*** Record extracts ***
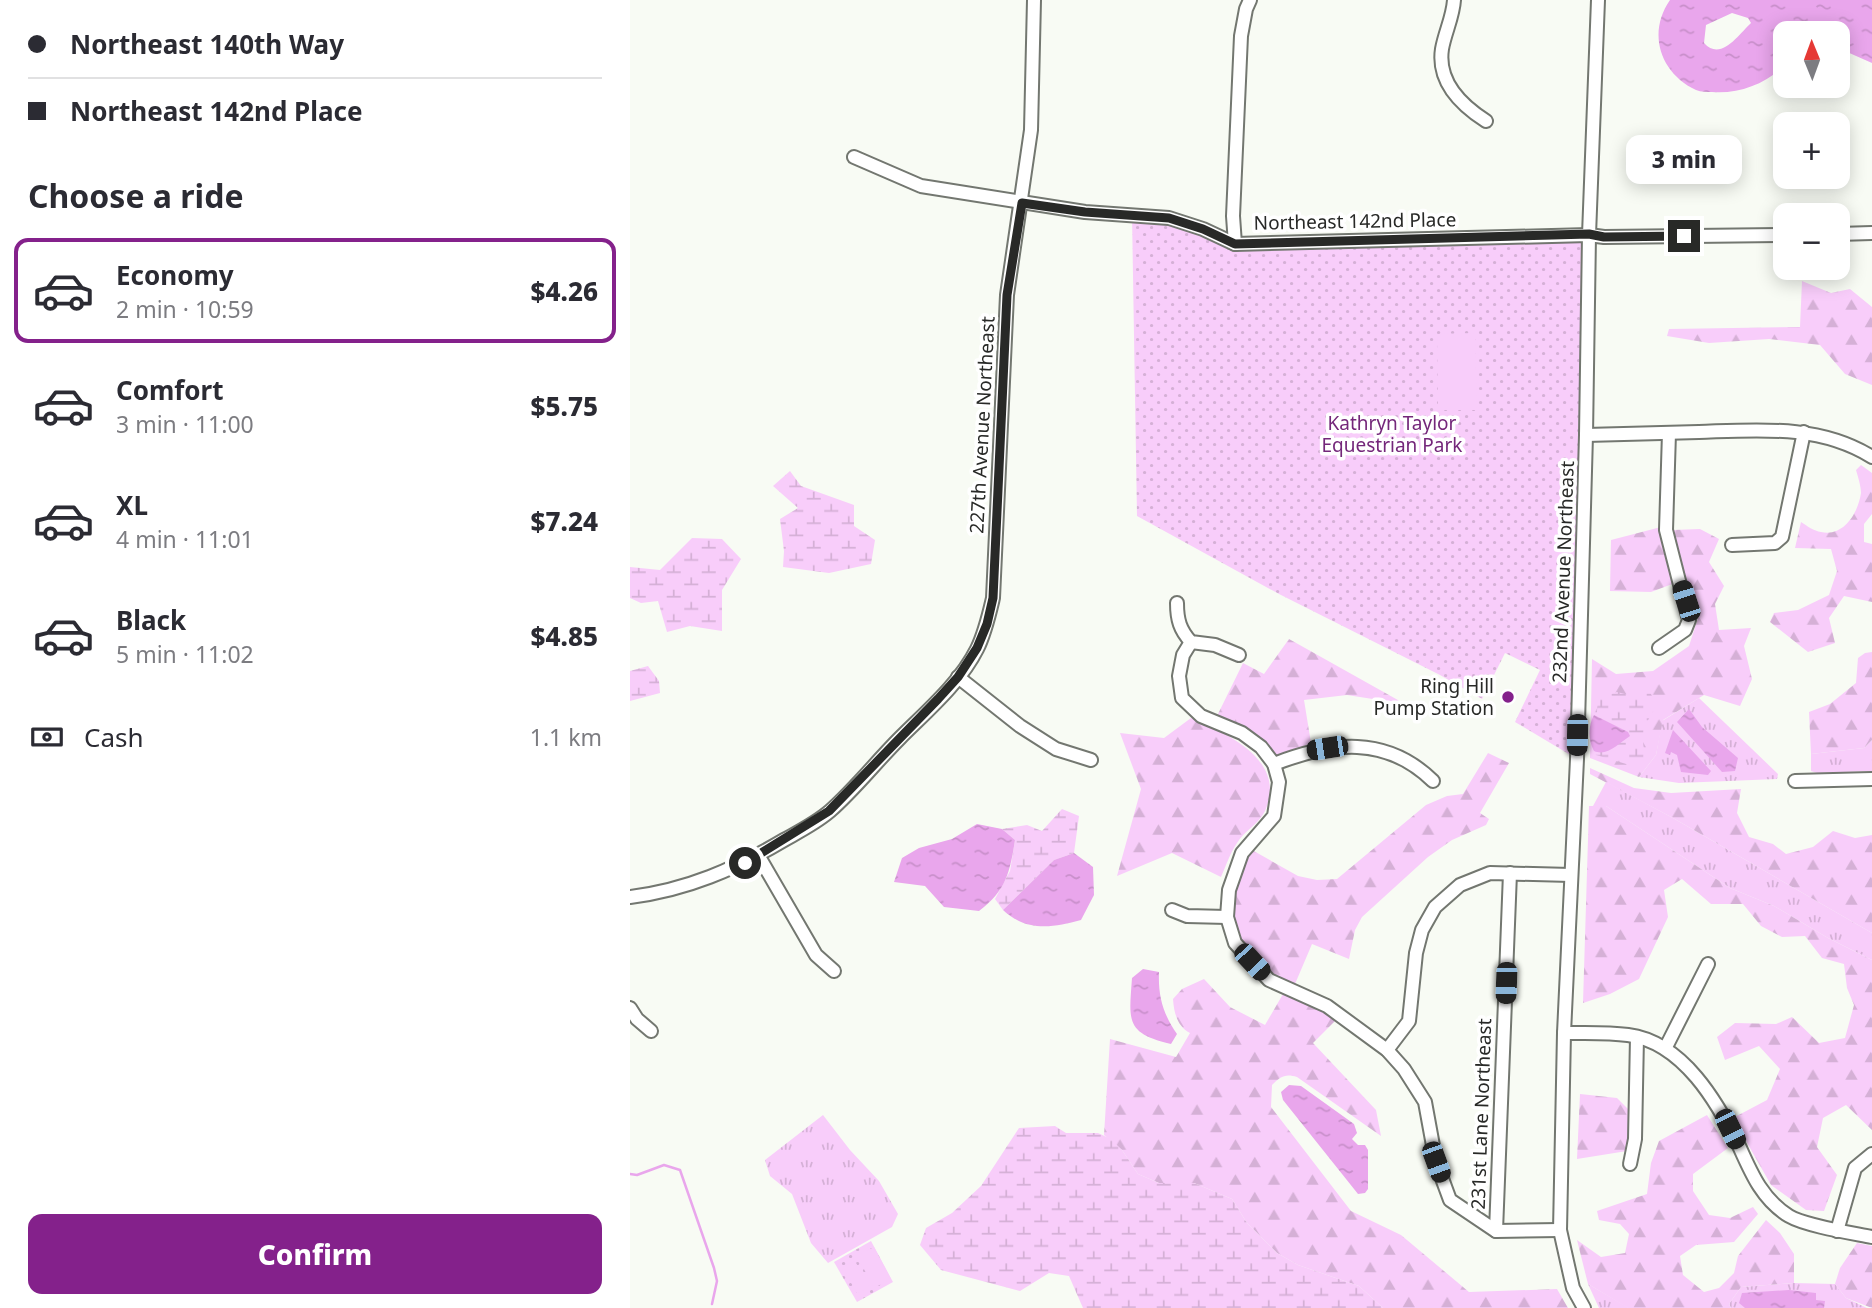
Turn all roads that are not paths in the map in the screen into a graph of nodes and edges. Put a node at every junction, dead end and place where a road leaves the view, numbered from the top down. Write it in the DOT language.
graph roads {
  1 [pos="1034,0"];
  2 [pos="1250,0"];
  3 [pos="1454,0"];
  4 [pos="1598,0"];
  5 [pos="1486,121"];
  6 [pos="854,157"];
  7 [pos="1022,203"];
  8 [pos="1872,233"];
  9 [pos="1589,234"];
  10 [pos="1850,234"];
  11 [pos="1773,235"];
  12 [pos="1235,244"];
  13 [pos="1669,432"];
  14 [pos="1804,432"];
  15 [pos="1586,435"];
  16 [pos="1872,457"];
  17 [pos="1732,545"];
  18 [pos="1177,603"];
  19 [pos="1191,642"];
  20 [pos="1659,648"];
  21 [pos="1239,655"];
  22 [pos="958,677"];
  23 [pos="1091,760"];
  24 [pos="1274,764"];
  25 [pos="1872,779"];
  26 [pos="1795,780"];
  27 [pos="1433,781"];
  28 [pos="758,855"];
  29 [pos="1510,873"];
  30 [pos="1571,875"];
  31 [pos="630,897"];
  32 [pos="1172,910"];
  33 [pos="1227,917"];
  34 [pos="1708,964"];
  35 [pos="834,971"];
  36 [pos="630,1008"];
  37 [pos="651,1031"];
  38 [pos="1564,1033"];
  39 [pos="1637,1037"];
  40 [pos="1666,1047"];
  41 [pos="1387,1050"];
  42 [pos="1872,1154"];
  43 [pos="1630,1164"];
  44 [pos="1560,1230"];
  45 [pos="1496,1231"];
  46 [pos="1837,1231"];
  47 [pos="1872,1237"];
  48 [pos="1584,1308"];
  1 -- 7 [label="street, 227th Avenue Northeast"];
  2 -- 12 [label="street"];
  3 -- 5 [label="street"];
  4 -- 9 [label="street, 232nd Avenue Northeast"];
  6 -- 7 [label="street, Northeast 142nd Place"];
  7 -- 12 [label="street, Northeast 142nd Place"];
  7 -- 22 [label="street, 227th Avenue Northeast"];
  8 -- 10 [label="street"];
  9 -- 11 [label="street, Northeast 142nd Place"];
  9 -- 12 [label="street, Northeast 142nd Place"];
  9 -- 15 [label="street, 232nd Avenue Northeast"];
  13 -- 14 [label="street"];
  13 -- 15 [label="street"];
  13 -- 20 [label="street"];
  14 -- 16 [label="street"];
  14 -- 17 [label="street"];
  15 -- 30 [label="street, 232nd Avenue Northeast"];
  18 -- 19 [label="street"];
  19 -- 21 [label="street"];
  19 -- 24 [label="street"];
  22 -- 23 [label="street"];
  22 -- 28 [label="street, 227th Avenue Northeast"];
  24 -- 27 [label="street"];
  24 -- 33 [label="street"];
  25 -- 26 [label="street"];
  28 -- 31 [label="street, 227th Avenue Northeast"];
  28 -- 35 [label="street"];
  29 -- 30 [label="street"];
  29 -- 41 [label="street"];
  29 -- 45 [label="street, 231st Lane Northeast"];
  30 -- 38 [label="street, 232nd Avenue Northeast"];
  32 -- 33 [label="street"];
  33 -- 41 [label="street"];
  34 -- 40 [label="street"];
  36 -- 37 [label="street"];
  38 -- 39 [label="street"];
  38 -- 44 [label="street, 232nd Avenue Northeast"];
  39 -- 40 [label="street"];
  39 -- 43 [label="street"];
  40 -- 46 [label="street"];
  41 -- 45 [label="street"];
  42 -- 46 [label="street"];
  44 -- 45 [label="street"];
  44 -- 48 [label="street, 232nd Avenue Northeast"];
  46 -- 47 [label="street"];
}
*** End of Record extracts ***
__Work required__.
Give the records a second time exactly, keeping the images out.

__Response__.
Turn all roads that are not paths in the map in the screen into a graph of nodes and edges. Put a node at every junction, dead end and place where a road leaves the view, numbered from the top down. Write it in the DOT language.
graph roads {
  1 [pos="1034,0"];
  2 [pos="1250,0"];
  3 [pos="1454,0"];
  4 [pos="1598,0"];
  5 [pos="1486,121"];
  6 [pos="854,157"];
  7 [pos="1022,203"];
  8 [pos="1872,233"];
  9 [pos="1589,234"];
  10 [pos="1850,234"];
  11 [pos="1773,235"];
  12 [pos="1235,244"];
  13 [pos="1669,432"];
  14 [pos="1804,432"];
  15 [pos="1586,435"];
  16 [pos="1872,457"];
  17 [pos="1732,545"];
  18 [pos="1177,603"];
  19 [pos="1191,642"];
  20 [pos="1659,648"];
  21 [pos="1239,655"];
  22 [pos="958,677"];
  23 [pos="1091,760"];
  24 [pos="1274,764"];
  25 [pos="1872,779"];
  26 [pos="1795,780"];
  27 [pos="1433,781"];
  28 [pos="758,855"];
  29 [pos="1510,873"];
  30 [pos="1571,875"];
  31 [pos="630,897"];
  32 [pos="1172,910"];
  33 [pos="1227,917"];
  34 [pos="1708,964"];
  35 [pos="834,971"];
  36 [pos="630,1008"];
  37 [pos="651,1031"];
  38 [pos="1564,1033"];
  39 [pos="1637,1037"];
  40 [pos="1666,1047"];
  41 [pos="1387,1050"];
  42 [pos="1872,1154"];
  43 [pos="1630,1164"];
  44 [pos="1560,1230"];
  45 [pos="1496,1231"];
  46 [pos="1837,1231"];
  47 [pos="1872,1237"];
  48 [pos="1584,1308"];
  1 -- 7 [label="street, 227th Avenue Northeast"];
  2 -- 12 [label="street"];
  3 -- 5 [label="street"];
  4 -- 9 [label="street, 232nd Avenue Northeast"];
  6 -- 7 [label="street, Northeast 142nd Place"];
  7 -- 12 [label="street, Northeast 142nd Place"];
  7 -- 22 [label="street, 227th Avenue Northeast"];
  8 -- 10 [label="street"];
  9 -- 11 [label="street, Northeast 142nd Place"];
  9 -- 12 [label="street, Northeast 142nd Place"];
  9 -- 15 [label="street, 232nd Avenue Northeast"];
  13 -- 14 [label="street"];
  13 -- 15 [label="street"];
  13 -- 20 [label="street"];
  14 -- 16 [label="street"];
  14 -- 17 [label="street"];
  15 -- 30 [label="street, 232nd Avenue Northeast"];
  18 -- 19 [label="street"];
  19 -- 21 [label="street"];
  19 -- 24 [label="street"];
  22 -- 23 [label="street"];
  22 -- 28 [label="street, 227th Avenue Northeast"];
  24 -- 27 [label="street"];
  24 -- 33 [label="street"];
  25 -- 26 [label="street"];
  28 -- 31 [label="street, 227th Avenue Northeast"];
  28 -- 35 [label="street"];
  29 -- 30 [label="street"];
  29 -- 41 [label="street"];
  29 -- 45 [label="street, 231st Lane Northeast"];
  30 -- 38 [label="street, 232nd Avenue Northeast"];
  32 -- 33 [label="street"];
  33 -- 41 [label="street"];
  34 -- 40 [label="street"];
  36 -- 37 [label="street"];
  38 -- 39 [label="street"];
  38 -- 44 [label="street, 232nd Avenue Northeast"];
  39 -- 40 [label="street"];
  39 -- 43 [label="street"];
  40 -- 46 [label="street"];
  41 -- 45 [label="street"];
  42 -- 46 [label="street"];
  44 -- 45 [label="street"];
  44 -- 48 [label="street, 232nd Avenue Northeast"];
  46 -- 47 [label="street"];
}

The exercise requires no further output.